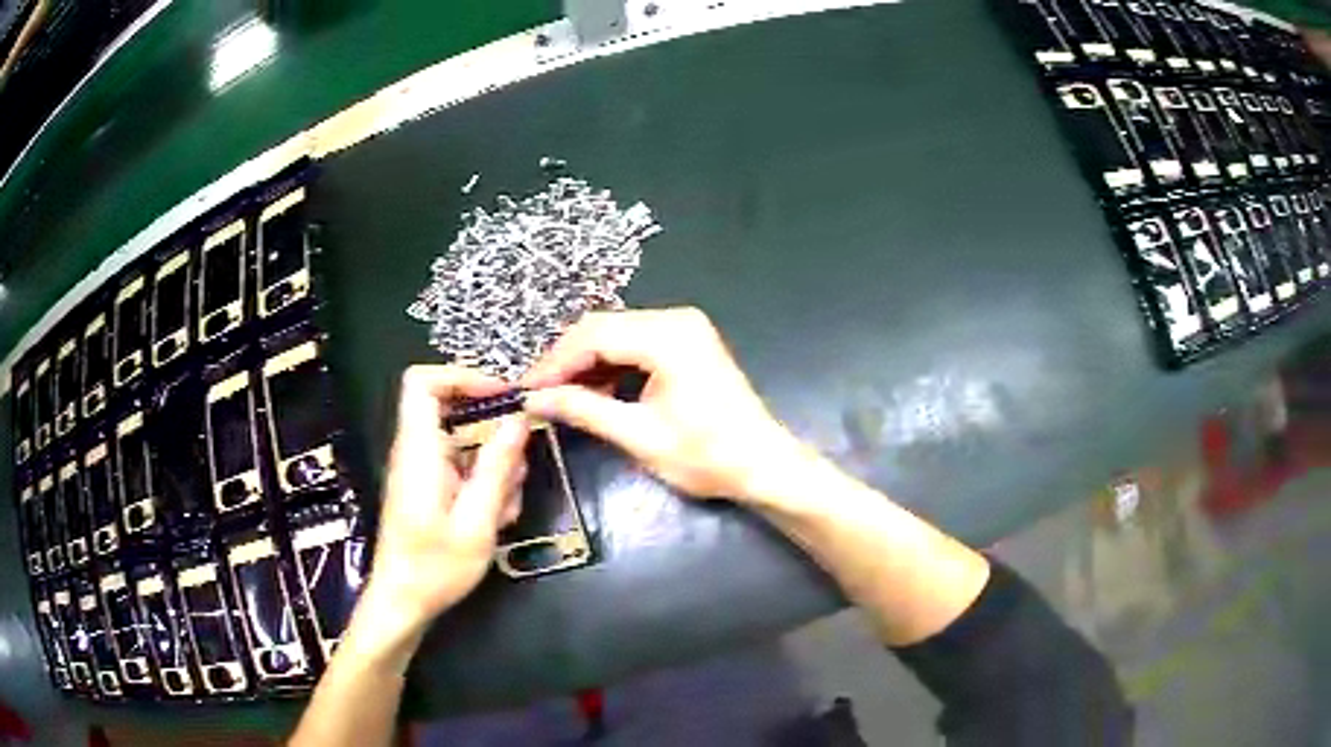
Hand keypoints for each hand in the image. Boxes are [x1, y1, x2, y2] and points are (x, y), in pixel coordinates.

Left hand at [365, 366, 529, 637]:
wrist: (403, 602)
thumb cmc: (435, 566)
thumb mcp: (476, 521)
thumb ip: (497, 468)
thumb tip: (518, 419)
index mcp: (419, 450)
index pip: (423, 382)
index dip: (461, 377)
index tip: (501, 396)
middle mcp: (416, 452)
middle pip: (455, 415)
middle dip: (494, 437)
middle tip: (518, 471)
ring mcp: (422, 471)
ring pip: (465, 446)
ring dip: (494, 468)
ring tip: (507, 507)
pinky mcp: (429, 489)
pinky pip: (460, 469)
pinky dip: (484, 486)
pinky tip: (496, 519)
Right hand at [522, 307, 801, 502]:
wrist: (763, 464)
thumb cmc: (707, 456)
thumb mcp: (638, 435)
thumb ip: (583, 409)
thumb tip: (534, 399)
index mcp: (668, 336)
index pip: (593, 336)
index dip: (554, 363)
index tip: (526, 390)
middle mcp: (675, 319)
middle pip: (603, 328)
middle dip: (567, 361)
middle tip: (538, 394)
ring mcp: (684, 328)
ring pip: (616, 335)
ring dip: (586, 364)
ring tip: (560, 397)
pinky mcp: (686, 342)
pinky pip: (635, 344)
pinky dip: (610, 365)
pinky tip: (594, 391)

========

== WORK ITEM ==
Print every line above exactly. Leave the pictures out.

== WRITTEN REPLY ==
Hand keypoints for each hand in the image. Boxes are [x1, y1, x2, y2] and points are (x, y), in pixel coordinates.

Left hand at [365, 366, 529, 637]:
wrist: (403, 602)
thumb cmc: (435, 566)
thumb mcp: (476, 521)
thumb ip: (497, 468)
thumb tip: (518, 419)
index mcp: (419, 450)
index pip: (423, 382)
index dip: (461, 377)
index tip: (501, 396)
middle mcp: (416, 452)
middle pip: (455, 415)
middle dip: (494, 437)
middle tip: (518, 471)
ring mcp: (422, 471)
ring pip: (465, 446)
ring dip: (494, 468)
ring tip: (507, 507)
pinky mcp: (429, 489)
pinky pip: (460, 469)
pinky dip: (484, 486)
pinky tip: (496, 519)
Right hand at [522, 307, 801, 502]:
wrist: (763, 464)
thumb cmc: (707, 456)
thumb mcp: (638, 435)
thumb ip: (583, 409)
thumb tip: (534, 399)
index mcp: (668, 336)
index pip: (593, 336)
index dip: (554, 363)
index tip: (526, 390)
middle mcp: (675, 319)
middle pip: (603, 328)
middle dip: (567, 361)
middle tip: (538, 394)
ring mcp: (684, 328)
ring pip: (616, 335)
ring dip: (586, 364)
ring tip: (560, 397)
pinky mcp: (686, 342)
pinky pip: (635, 344)
pinky dip: (610, 365)
pinky tip: (594, 391)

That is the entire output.